**WORK TASK**.
In how many lines of the records does "Gorpishchenko" appear? Answer with one number.

(Saved entries)
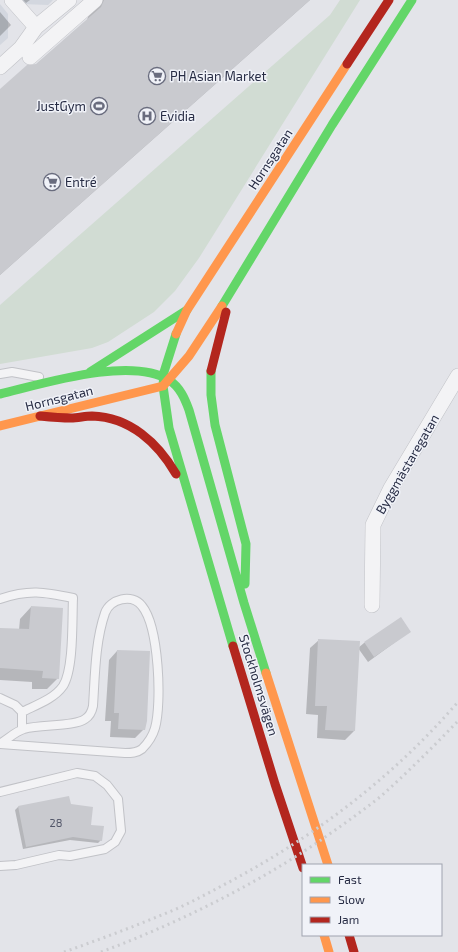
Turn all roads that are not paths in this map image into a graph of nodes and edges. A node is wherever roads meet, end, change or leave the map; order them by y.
1 (12, 0) edge
2 (70, 0) edge
3 (95, 0) edge
4 (389, 0) edge
5 (412, 0) edge
6 (418, 0) edge
7 (397, 23) junction
8 (36, 27) junction
9 (30, 57) dead end
10 (0, 66) edge
11 (235, 283) junction
12 (188, 310) junction
13 (0, 374) edge
14 (83, 376) junction
15 (458, 376) edge
16 (58, 381) junction
17 (165, 381) junction
18 (0, 394) edge
19 (40, 416) junction
20 (0, 426) edge
21 (192, 509) junction
22 (0, 599) edge
23 (244, 603) junction
24 (372, 604) dead end
25 (0, 698) edge
26 (22, 712) junction
27 (22, 729) junction
28 (0, 744) edge
29 (0, 792) edge
30 (328, 864) edge
31 (302, 865) edge
32 (0, 866) edge
33 (324, 936) edge
34 (349, 936) edge
35 (329, 952) edge
36 (354, 952) edge

1 - 8 street
2 - 8 street
3 - 9 street
4 - 12 main road, Hornsgatan
5 - 7 main road
6 - 7 main road
7 - 11 main road
8 - 10 street
11 - 17 main road
11 - 23 main road, Stockholmsvägen
12 - 14 main road
12 - 17 main road, Hornsgatan
13 - 16 lane
14 - 16 main road, Hornsgatan
14 - 17 main road, Hornsgatan
15 - 24 street, Byggmästaregatan
16 - 18 main road, Hornsgatan
17 - 19 main road, Hornsgatan
17 - 21 main road
17 - 23 main road, Stockholmsvägen
19 - 20 main road, Hornsgatan
19 - 21 main road
21 - 31 main road, Stockholmsvägen
22 - 26 lane
23 - 30 main road, Stockholmsvägen
25 - 26 lane
26 - 27 lane
27 - 28 lane
27 - 28 lane
29 - 32 lane
33 - 35 main road
34 - 36 main road

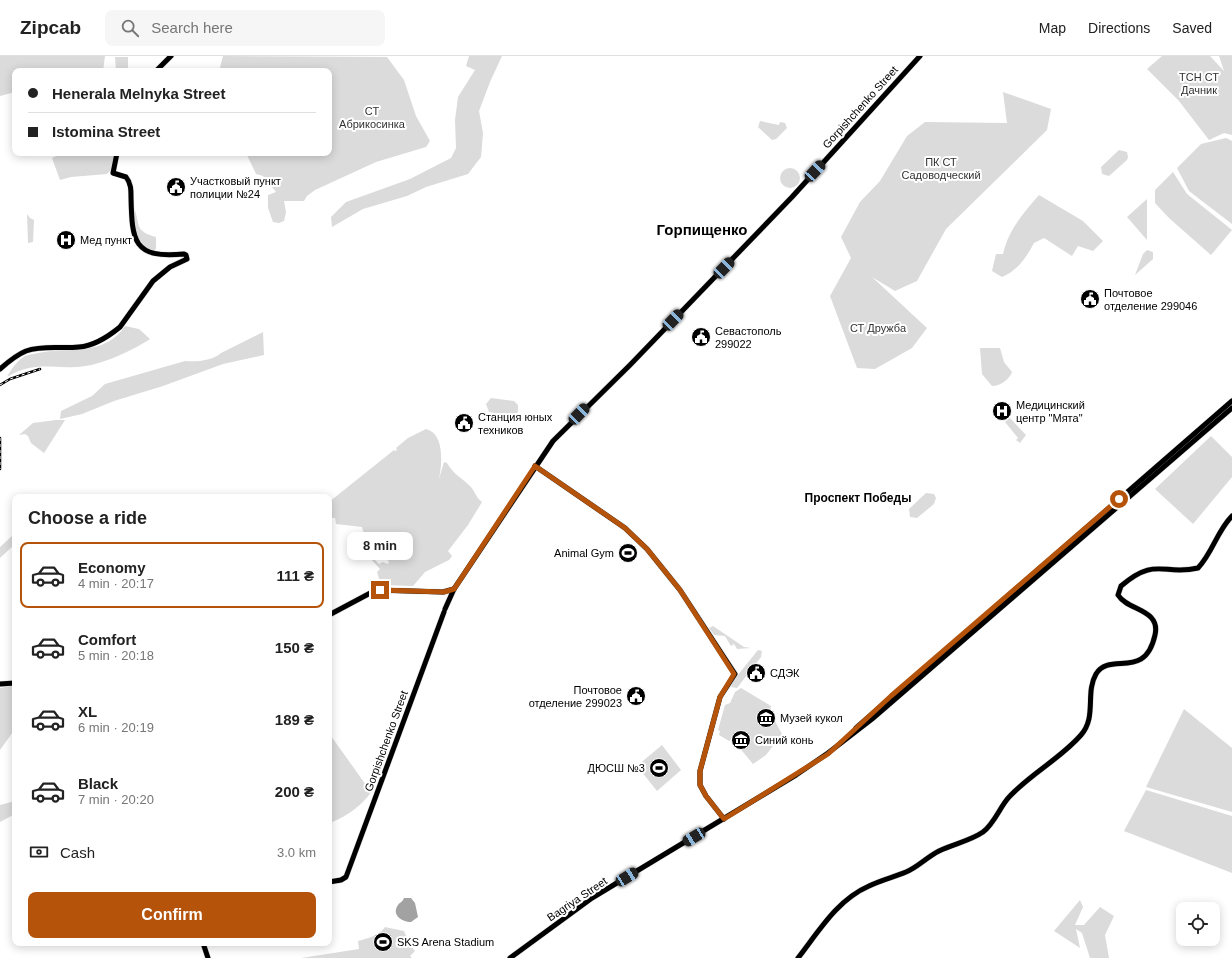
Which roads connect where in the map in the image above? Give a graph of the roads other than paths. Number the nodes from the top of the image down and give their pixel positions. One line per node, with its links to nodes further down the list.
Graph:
1 (171, 56): 3 (main road)
2 (920, 56): 8 (main road, Gorpishchenko Street)
3 (159, 68)
4 (116, 156): 5 (main road)
5 (0, 369)
6 (1232, 401): 14 (main road)
7 (1232, 408): 14 (main road)
8 (535, 466): 10 (main road, Gorpishchenko Street); 17 (main road)
9 (1232, 516): 22 (main road)
10 (454, 589): 11 (main road); 12 (main road, Gorpishchenko Street)
11 (444, 592): 12 (main road); 13 (main road)
12 (449, 600): 18 (main road, Gorpishchenko Street)
13 (332, 613)
14 (968, 632): 17 (main road, Bagriya Street)
15 (12, 683): 16 (main road)
16 (0, 684)
17 (724, 819): 21 (main road, Bagriya Street)
18 (332, 882)
19 (204, 946): 20 (main road)
20 (208, 958)
21 (510, 958)
22 (798, 958)

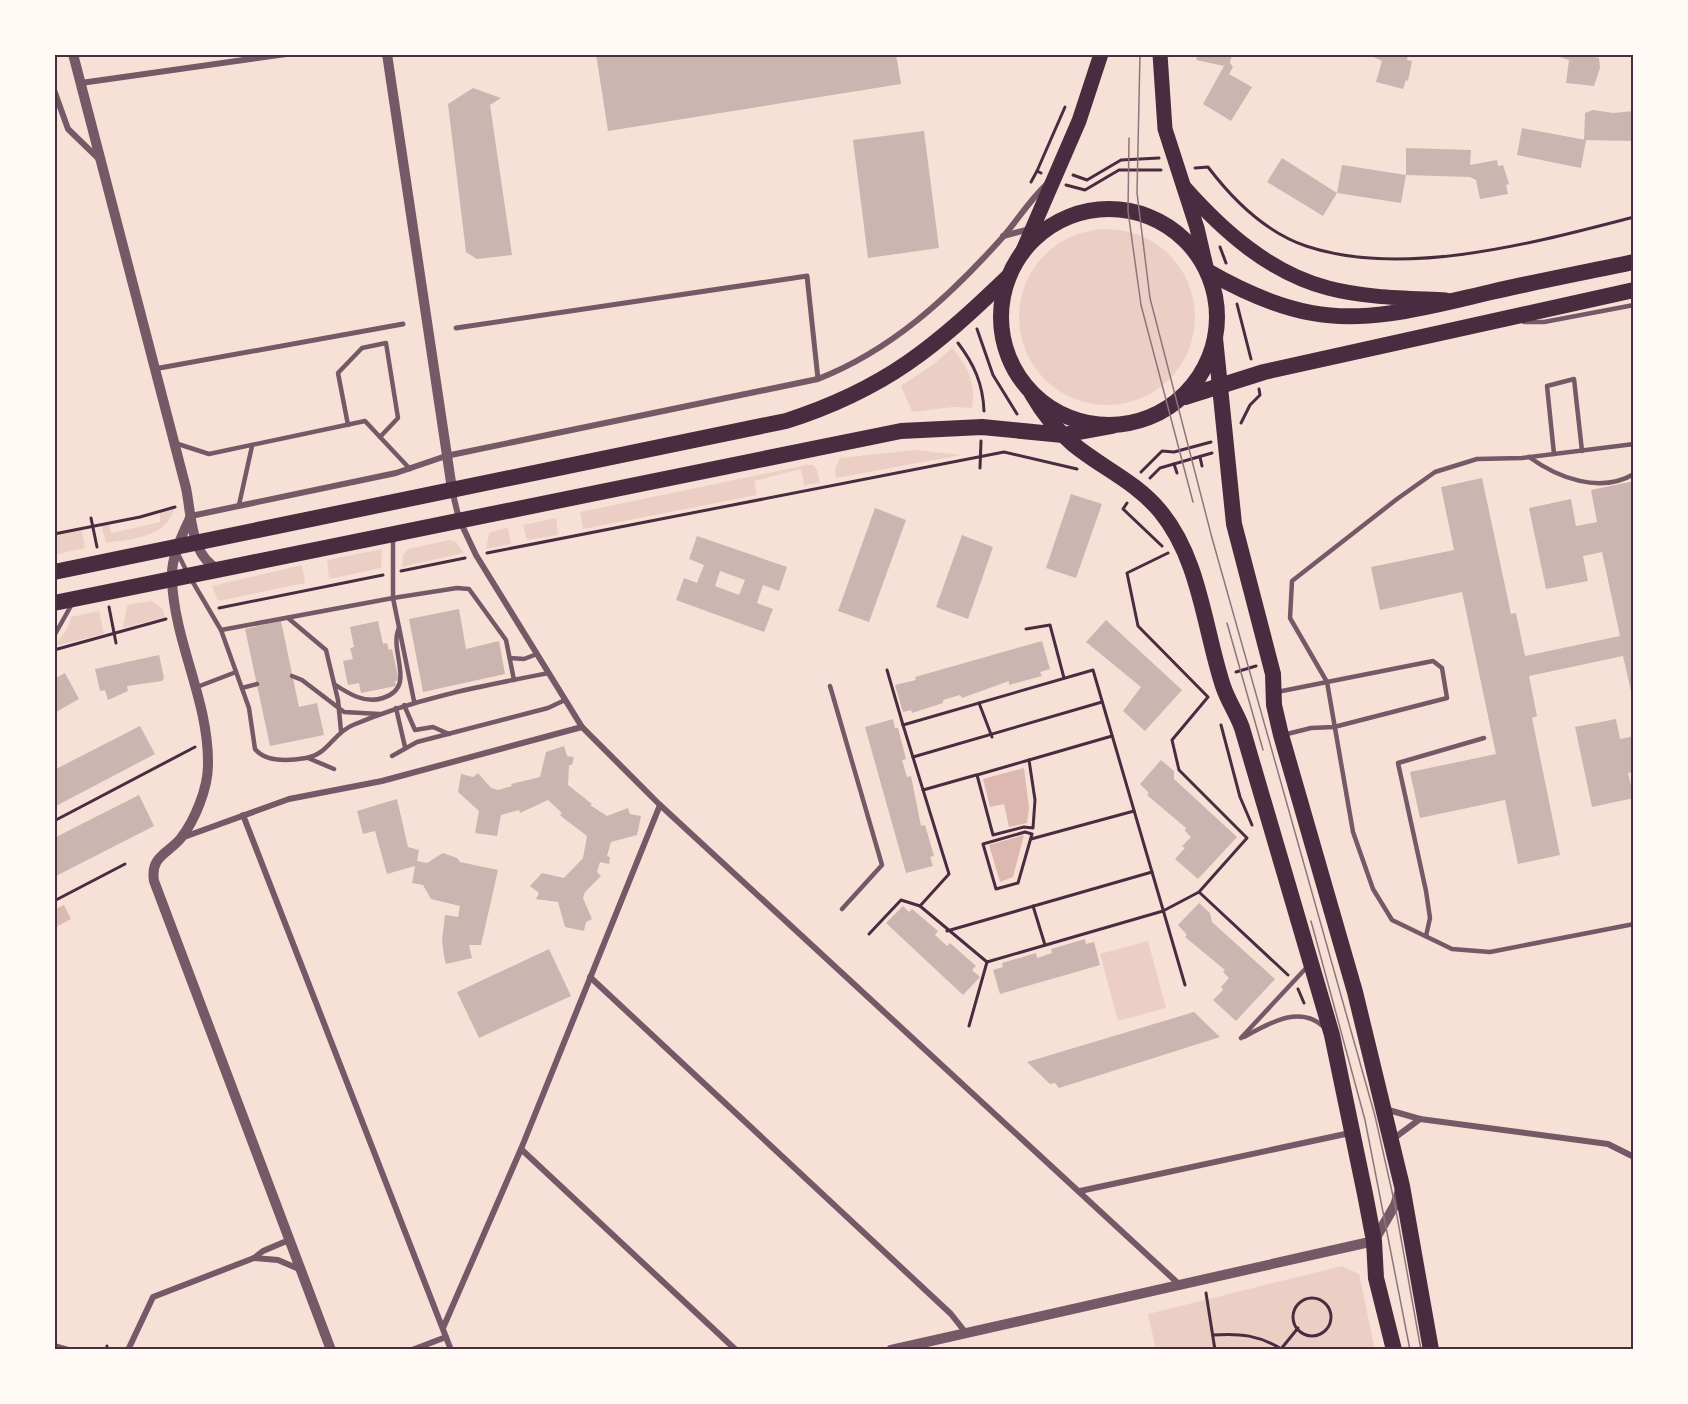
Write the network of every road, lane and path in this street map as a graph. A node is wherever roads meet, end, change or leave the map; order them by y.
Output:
1 (73, 54) edge
2 (286, 54) edge
3 (387, 54) edge
4 (1101, 54) edge
5 (1160, 54) edge
6 (81, 84) junction
7 (54, 90) edge
8 (1066, 105) dead end
9 (1042, 161) junction
10 (102, 162) junction
11 (1170, 165) junction
12 (1194, 168) dead end
13 (1037, 171) dead end
14 (1055, 174) junction
15 (1067, 185) dead end
16 (1184, 187) junction
17 (1634, 218) edge
18 (1060, 221) junction
19 (1031, 230) junction
20 (1003, 237) junction
21 (1219, 240) dead end
22 (1021, 255) junction
23 (1634, 262) edge
24 (1227, 267) dead end
25 (1207, 271) junction
26 (1009, 276) junction
27 (1634, 290) edge
28 (1236, 300) dead end
29 (1455, 300) junction
30 (1634, 305) edge
31 (967, 317) junction
32 (1506, 319) junction
33 (404, 324) dead end
34 (456, 328) dead end
35 (950, 333) junction
36 (1215, 338) junction
37 (153, 369) junction
38 (1255, 375) junction
39 (818, 379) junction
40 (1218, 385) junction
41 (1032, 394) junction
42 (1179, 400) junction
43 (1240, 424) dead end
44 (348, 425) junction
45 (1112, 426) junction
46 (982, 427) junction
47 (1016, 432) junction
48 (1063, 435) junction
49 (380, 437) junction
50 (173, 442) junction
51 (1206, 443) dead end
52 (1634, 444) edge
53 (252, 446) junction
54 (1224, 449) junction
55 (1582, 451) junction
56 (1554, 454) junction
57 (446, 456) junction
58 (981, 456) junction
59 (1200, 457) junction
60 (1529, 457) junction
61 (1047, 461) dead end
62 (1174, 464) junction
63 (1202, 466) dead end
64 (980, 468) dead end
65 (410, 469) junction
66 (1177, 473) dead end
67 (1634, 474) edge
68 (1138, 482) junction
69 (452, 489) junction
70 (189, 504) junction
71 (239, 505) junction
72 (191, 516) junction
73 (459, 519) junction
74 (393, 533) junction
75 (54, 534) edge
76 (196, 542) junction
77 (177, 549) junction
78 (476, 555) junction
79 (219, 570) junction
80 (54, 572) edge
81 (392, 573) junction
82 (189, 576) junction
83 (171, 580) junction
84 (393, 598) junction
85 (74, 599) junction
86 (54, 603) edge
87 (209, 610) junction
88 (178, 616) junction
89 (288, 618) junction
90 (399, 628) junction
91 (1026, 629) dead end
92 (221, 630) junction
93 (54, 636) edge
94 (54, 650) edge
95 (537, 654) junction
96 (510, 658) junction
97 (1269, 662) junction
98 (887, 670) dead end
99 (236, 672) junction
100 (549, 673) junction
101 (292, 676) dead end
102 (1220, 676) junction
103 (1064, 678) junction
104 (514, 680) junction
105 (1327, 682) junction
106 (257, 684) dead end
107 (334, 684) junction
108 (830, 686) dead end
109 (197, 687) junction
110 (242, 688) junction
111 (1274, 692) junction
112 (565, 700) junction
113 (414, 701) junction
114 (1102, 702) junction
115 (979, 703) junction
116 (404, 705) junction
117 (396, 708) junction
118 (337, 709) junction
119 (382, 714) junction
120 (1224, 718) dead end
121 (903, 725) junction
122 (582, 727) junction
123 (1334, 727) junction
124 (341, 731) junction
125 (449, 734) junction
126 (1281, 735) junction
127 (992, 736) junction
128 (1112, 736) junction
129 (1484, 738) dead end
130 (405, 747) junction
131 (189, 749) dead end
132 (392, 756) dead end
133 (913, 757) junction
134 (308, 758) junction
135 (1029, 760) junction
136 (334, 769) dead end
137 (1240, 772) dead end
138 (977, 775) junction
139 (923, 790) junction
140 (660, 805) junction
141 (1134, 811) junction
142 (243, 815) junction
143 (54, 821) edge
144 (1257, 836) dead end
145 (1248, 838) junction
146 (181, 839) junction
147 (1030, 839) junction
148 (125, 864) dead end
149 (1152, 872) junction
150 (1199, 892) junction
151 (54, 901) edge
152 (920, 906) junction
153 (1034, 906) junction
154 (842, 909) dead end
155 (1163, 911) junction
156 (1634, 924) edge
157 (947, 931) junction
158 (870, 934) dead end
159 (1426, 936) junction
160 (1045, 945) junction
161 (987, 962) junction
162 (1310, 962) junction
163 (590, 977) junction
164 (1295, 981) junction
165 (1185, 986) dead end
166 (1310, 1018) junction
167 (969, 1026) dead end
168 (1332, 1035) junction
169 (1382, 1108) junction
170 (1420, 1119) junction
171 (1353, 1133) junction
172 (1390, 1141) junction
173 (521, 1149) junction
174 (1634, 1157) edge
175 (1402, 1186) junction
176 (1080, 1191) junction
177 (289, 1240) junction
178 (1374, 1241) junction
179 (254, 1258) junction
180 (299, 1269) junction
181 (1182, 1286) junction
182 (1205, 1290) dead end
183 (442, 1328) junction
184 (1298, 1328) junction
185 (967, 1334) junction
186 (1213, 1335) junction
187 (446, 1337) junction
188 (54, 1346) edge
189 (68, 1350) edge
190 (128, 1350) edge
191 (331, 1350) edge
192 (411, 1350) edge
193 (452, 1350) edge
194 (736, 1350) edge
195 (891, 1350) edge
196 (1215, 1350) edge
197 (1281, 1350) edge
198 (1394, 1350) edge
199 (1431, 1350) edge

1 - 6 street
2 - 6 street
3 - 57 street
4 - 14 main road
5 - 11 main road
6 - 10 street
7 - 10 street
8 - 9 path
9 - 13 path
9 - 14 path
10 - 37 street
11 - 14 path
11 - 15 path
11 - 16 main road
12 - 17 path
14 - 19 main road
14 - 20 street
16 - 25 main road
16 - 29 main road
18 - 19 street
18 - 22 highway
18 - 25 highway
19 - 20 street
19 - 22 main road
20 - 39 street
21 - 24 path
22 - 26 highway
23 - 29 highway
25 - 29 highway
25 - 36 highway
26 - 31 highway
26 - 41 highway
27 - 32 highway
28 - 38 path
30 - 32 lane
31 - 35 highway
31 - 47 path
32 - 38 highway
33 - 37 street
34 - 39 street
35 - 46 path
35 - 69 highway
36 - 40 highway
36 - 42 highway
37 - 50 street
38 - 40 highway
38 - 43 path
39 - 57 street
40 - 42 highway
40 - 54 highway
41 - 45 highway
41 - 48 highway
42 - 45 highway
44 - 49 lane
44 - 49 lane
44 - 53 lane
45 - 48 highway
46 - 47 highway
46 - 58 path
46 - 73 highway
47 - 48 highway
48 - 68 highway
49 - 65 lane
50 - 53 lane
50 - 70 street
51 - 68 path
52 - 55 lane
53 - 71 lane
54 - 59 path
54 - 97 highway
55 - 56 lane
55 - 56 lane
56 - 60 lane
57 - 65 street
57 - 69 street
58 - 61 path
58 - 64 path
58 - 78 path
59 - 62 path
59 - 63 path
60 - 67 lane
60 - 105 lane
62 - 66 path
62 - 68 path
65 - 71 street
68 - 102 highway
68 - 145 path
69 - 73 street
69 - 76 highway
70 - 72 street
70 - 75 path
71 - 72 street
72 - 76 street
72 - 77 street
73 - 74 highway
73 - 78 street
74 - 79 highway
74 - 81 lane
76 - 77 highway
76 - 79 street
77 - 80 highway
77 - 82 lane
77 - 83 street
78 - 81 path
78 - 95 street
79 - 82 highway
81 - 84 lane
81 - 87 path
82 - 83 highway
82 - 87 lane
83 - 85 highway
83 - 88 street
84 - 89 lane
84 - 90 lane
84 - 96 lane
85 - 86 highway
85 - 93 lane
87 - 92 lane
88 - 94 path
88 - 109 street
89 - 92 lane
89 - 107 lane
90 - 107 lane
90 - 113 lane
91 - 103 path
92 - 99 lane
95 - 96 lane
95 - 100 street
96 - 104 lane
97 - 102 path
97 - 111 highway
98 - 121 path
99 - 109 lane
99 - 110 lane
100 - 104 lane
100 - 112 street
101 - 118 lane
102 - 162 highway
103 - 114 path
103 - 115 path
104 - 113 lane
105 - 111 lane
105 - 123 lane
105 - 123 lane
106 - 110 lane
107 - 118 lane
108 - 154 lane
109 - 146 street
110 - 134 lane
111 - 126 highway
112 - 122 street
112 - 125 lane
113 - 116 lane
114 - 127 path
114 - 128 path
115 - 121 path
115 - 127 path
116 - 117 lane
116 - 125 lane
117 - 119 lane
117 - 130 lane
118 - 119 lane
118 - 124 lane
119 - 124 lane
120 - 137 path
121 - 133 path
122 - 140 street
122 - 142 street
123 - 126 lane
123 - 159 lane
124 - 134 lane
125 - 130 lane
126 - 169 highway
127 - 133 path
128 - 135 path
128 - 141 path
129 - 159 lane
130 - 132 lane
131 - 143 path
133 - 139 path
134 - 136 lane
135 - 138 path
135 - 138 path
138 - 139 path
139 - 152 path
140 - 163 street
140 - 176 street
141 - 147 path
141 - 149 path
142 - 146 street
142 - 183 street
144 - 145 path
145 - 150 path
146 - 177 street
147 - 147 path
148 - 151 path
149 - 153 path
149 - 155 path
150 - 155 path
150 - 164 path
152 - 157 path
152 - 158 path
153 - 157 path
153 - 160 path
155 - 160 path
155 - 165 path
156 - 159 lane
157 - 161 path
160 - 161 path
161 - 167 path
162 - 164 lane
162 - 168 highway
163 - 173 street
163 - 185 street
164 - 166 path
164 - 166 lane
166 - 168 lane
168 - 171 highway
169 - 170 street
169 - 172 highway
170 - 172 street
170 - 174 street
171 - 176 street
171 - 178 highway
172 - 175 highway
173 - 183 street
173 - 194 street
175 - 178 street
175 - 199 highway
176 - 181 street
177 - 179 street
177 - 180 street
178 - 181 street
178 - 198 highway
179 - 180 street
179 - 190 street
180 - 191 street
181 - 185 street
182 - 186 path
183 - 187 street
184 - 184 path
184 - 197 path
185 - 195 street
186 - 196 path
186 - 197 path
187 - 192 street
187 - 193 street
188 - 189 street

**TASK RESULT**.
4